News that Florida utility Progress Energy plans to cancel the construction contract for its proposed nuclear reactors in Levy County — and will leave customers with a bill of hundreds of millions of dollars — should convince Iowa legislators to finally abandon a proposal by MidAmerican Energy that could bilk consumers across Iowa, said Friends of the Earth.

“Allowing advance rate increases for nuclear reactors has turned into a nightmare for Florida consumers, and Iowa legislators need to heed this warning,” said Mike Carberry, nuclear campaigner in Iowa for Friends of the Earth. “If we can’t learn the lessons of history then we are doomed to repeat them.”

In 2006, the Florida legislature passed a bill that allowed investor-owned utilities to charge ratepayers for construction costs for new nuclear reactors before they were built and producing electricity. So far, Progress Energy has spent $1.1 billion on planning and development for the Levy nuclear project. Progress’ ratepayers had already footed $545 million of this bill through the end of 2011 and they will be forced to pay the remaining $555 million, despite the increasing possibility the reactors will never be constructed.

The Iowa Legislature is currently considering similar legislation (HF 561) that would allow MidAmerican Energy to force Iowa consumers to foot the bill in advance for nuclear reactors, and let MidAmerican keep the money regardless of whether they are ever constructed. A recent analysis of an amended version of the House bill by the Iowa Utilities Board staff confirmed that this bill fails to protect consumers and actually creates incentives for utilities to behave in a manner contrary to the public interest.

“Iowa senators must stand up for the public and reject MidAmerican’s attempt to fleece consumers,” said Carberry.

The Iowa Senate Commerce Committee will again take up HF 561 on Tuesday, January 31. Friends of the Earth is asking the committee to protect the consumers of Iowa by rejecting the bill.


One response to “Nuclear cancellation in Florida is warning to Iowa legislators

  1. Unfortunately, the Obama Administration’s Christmas gift to the nuclear industry went mostly unheralded. WSJ: The “U.S. Nuclear Regulatory Commission gave final approval to Westinghouse Electric Co.’s newest reactor design Thursday, December 22nd, clearing a path for the sale of the reactors in the U.S. and a revival of domestic nuclear power construction… Currently, U.S. utilities are seeking permission to build about a dozen of the AP1000 reactors, far more than any other reactor type in the U.S.”

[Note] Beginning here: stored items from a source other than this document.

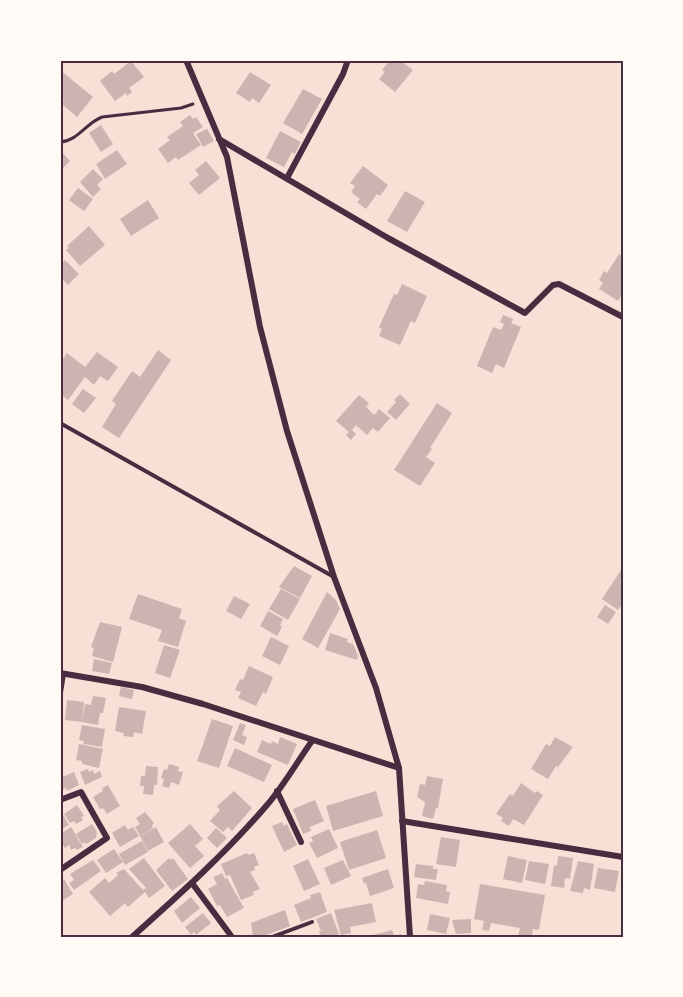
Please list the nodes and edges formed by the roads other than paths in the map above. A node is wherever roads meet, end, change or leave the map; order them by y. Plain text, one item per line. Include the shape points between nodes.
1 (186, 60) edge
2 (348, 60) edge
3 (219, 138) junction
4 (287, 178) junction
5 (623, 317) edge
6 (60, 423) edge
7 (334, 577) junction
8 (62, 673) edge
9 (60, 699) edge
10 (312, 741) junction
11 (399, 768) junction
12 (277, 791) junction
13 (60, 800) edge
14 (402, 821) junction
15 (301, 842) dead end
16 (623, 857) edge
17 (60, 870) edge
18 (192, 883) junction
19 (312, 922) dead end
20 (132, 937) edge
21 (232, 937) edge
22 (272, 937) edge
23 (410, 937) edge

1 - 3 street
2 - 4 street
3 - 4 street
3 - 7 street via 227,157 260,327 305,490
4 - 5 street via 525,313 553,285 559,284
6 - 7 lane
7 - 11 street via 376,688
8 - 9 lane
8 - 10 street via 142,687
10 - 11 street
10 - 12 street
11 - 14 street
12 - 15 street
12 - 18 street
13 - 17 street via 81,792 107,838
14 - 16 street
14 - 23 street
18 - 20 street
18 - 21 street
19 - 22 lane

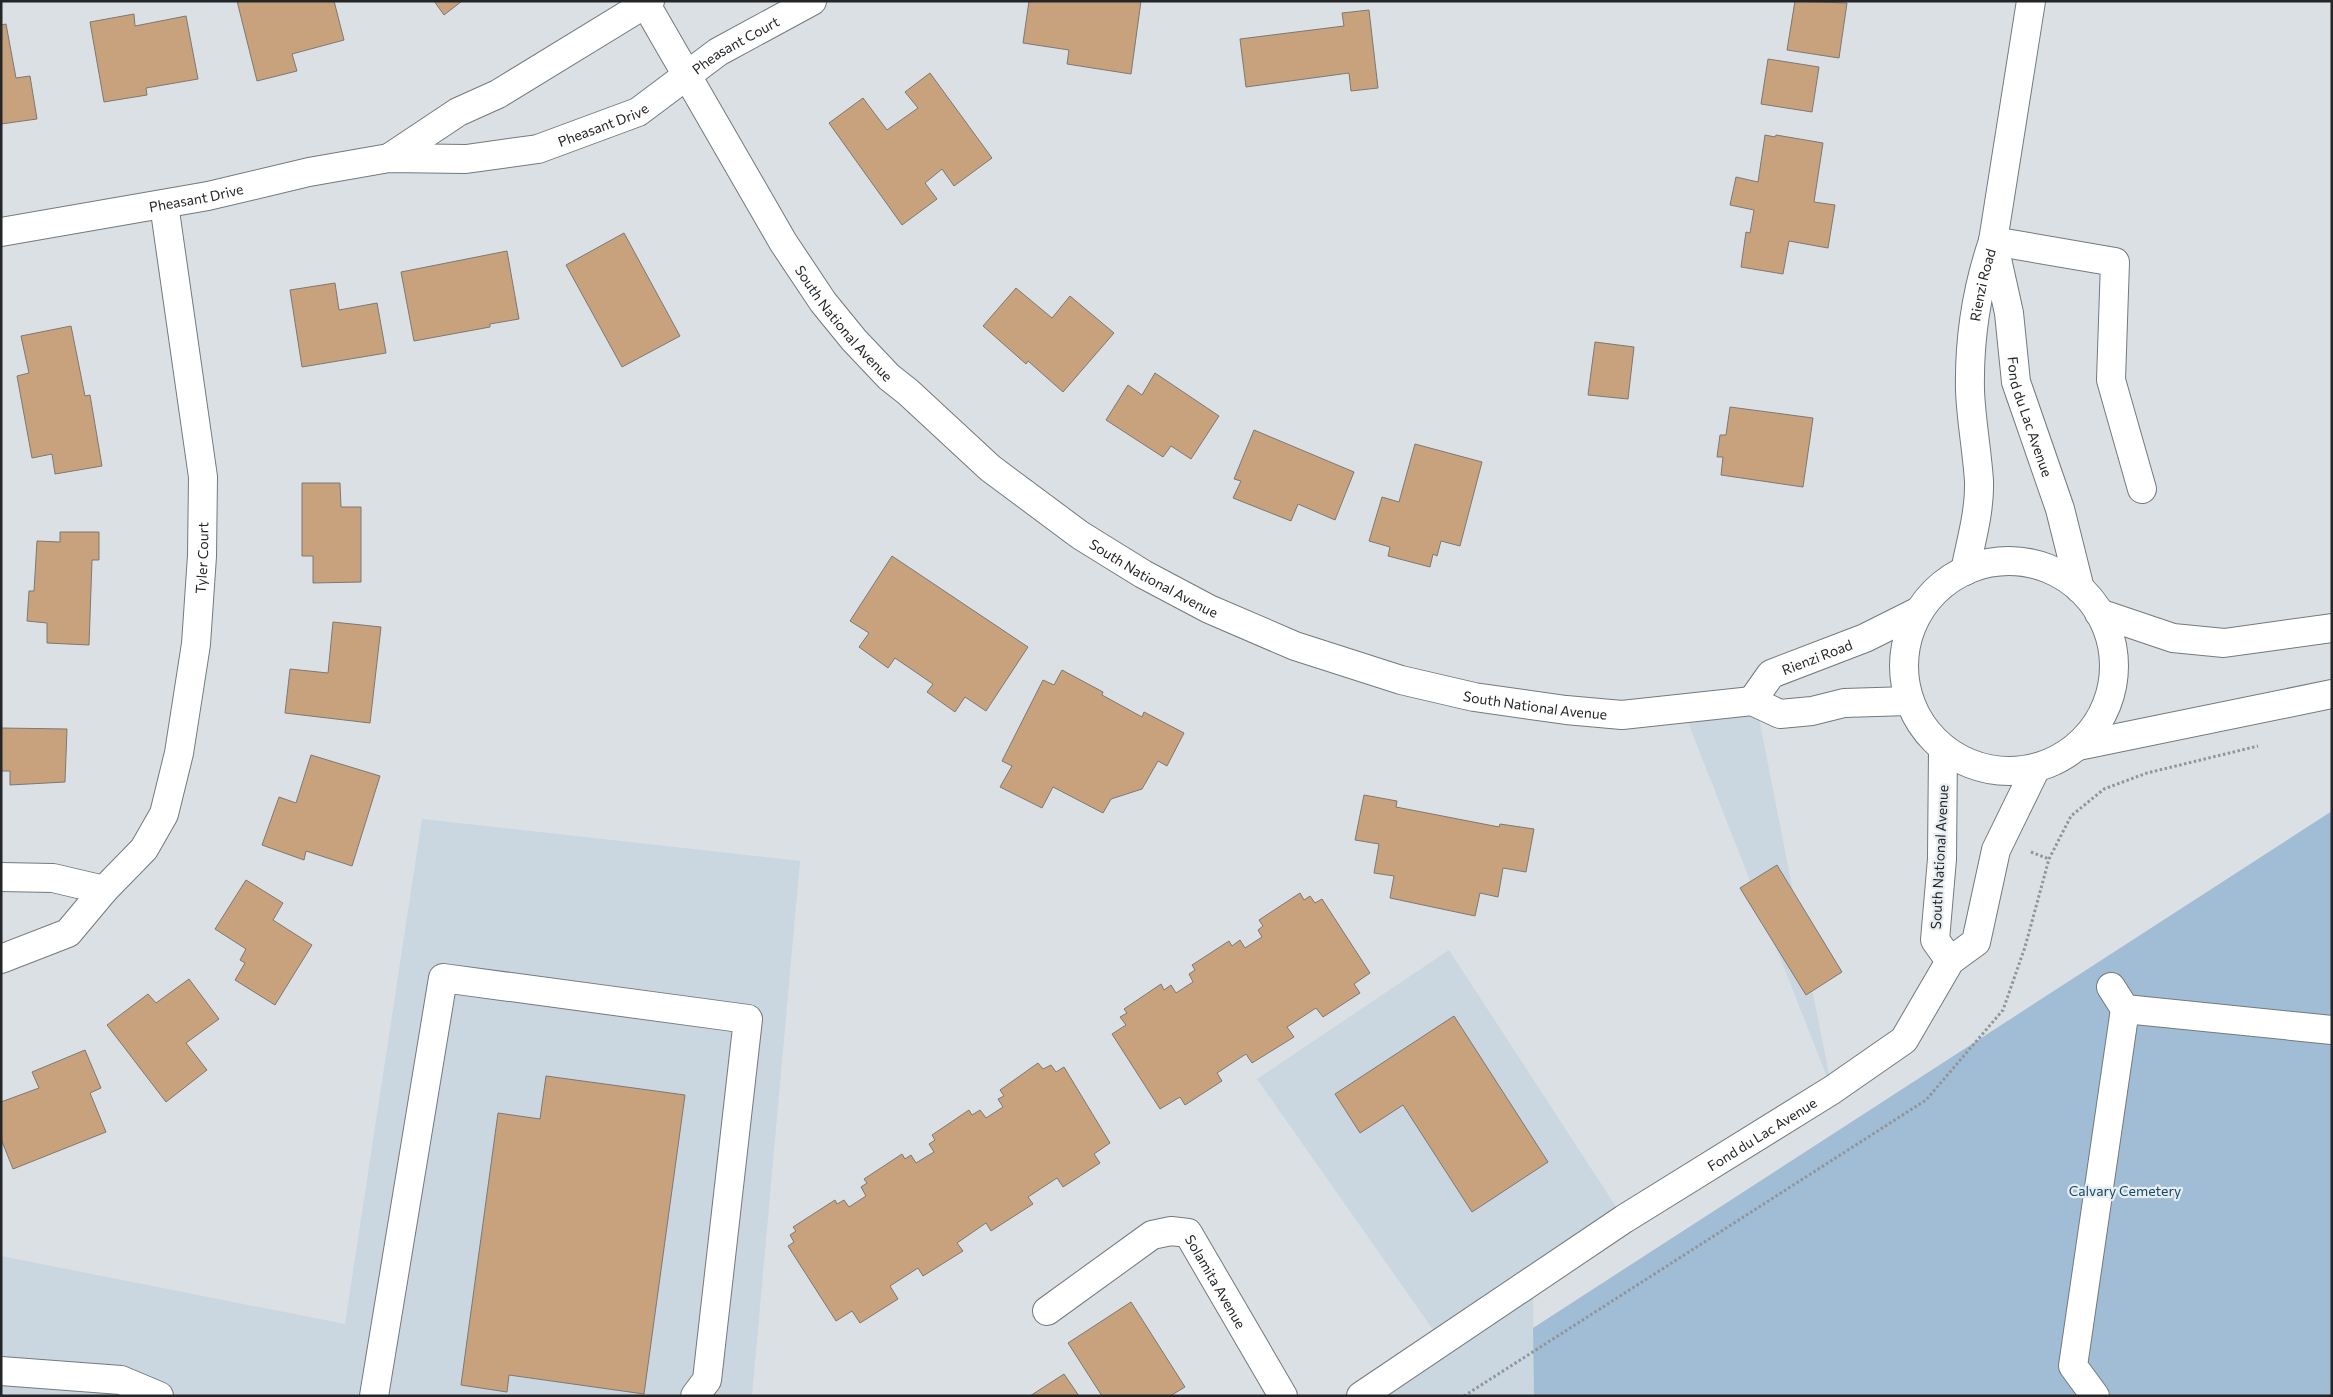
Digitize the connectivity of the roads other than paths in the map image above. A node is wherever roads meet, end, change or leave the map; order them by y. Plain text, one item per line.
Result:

    The trillion dollar question is are they safe?

    WSJ: Westinghouse’s director of nuclear licensing said… improvements were made as a result of concerns expressed by critics. “We had a lot of smart people look at it. We think what we did was more than good enough.”

    A prominent technical expert at the NRC, Dr. John Ma, challenged Westinghouse’s analysis of shield building strength, as well as the views of the commission’s other staff. He asserted that “structural integrity cannot be assured” if the shield were hit by a tornado, earthquake or any of several other known hazards “because it has not been demonstrated that the building can absorb and dissipate energy.”

    Never mind the cost overruns, the question of disposal of the radioactive waste, the difficulty in decommissioning reactors, the inability to insure these facilities, and–God forbid–an accidental occurrence even 30 years down the road.

    My feeling? It’s an awfully expensive and unnecessarily radical way to heat water when other great options exist. To its credit, MidAmerican just bought two solar operations in Arizona and California, and may be up to 25% of generated electricity through wind technologies by year’s end.

    The part about this legislation I don’t understand is waiving the cost analysis in comparison to other energy options. If the price tag is in the same ball park, why not expand more renewable technologies like wind and solar?

    John Collins, associate chair of the Sustainable Living Dept at MUM in Fairfield talks with me about the bills and the issues on solar-powered Mon Jan 30 at 12:05pm. The segment re-airs Fri Feb 3 at 2:05pm CT.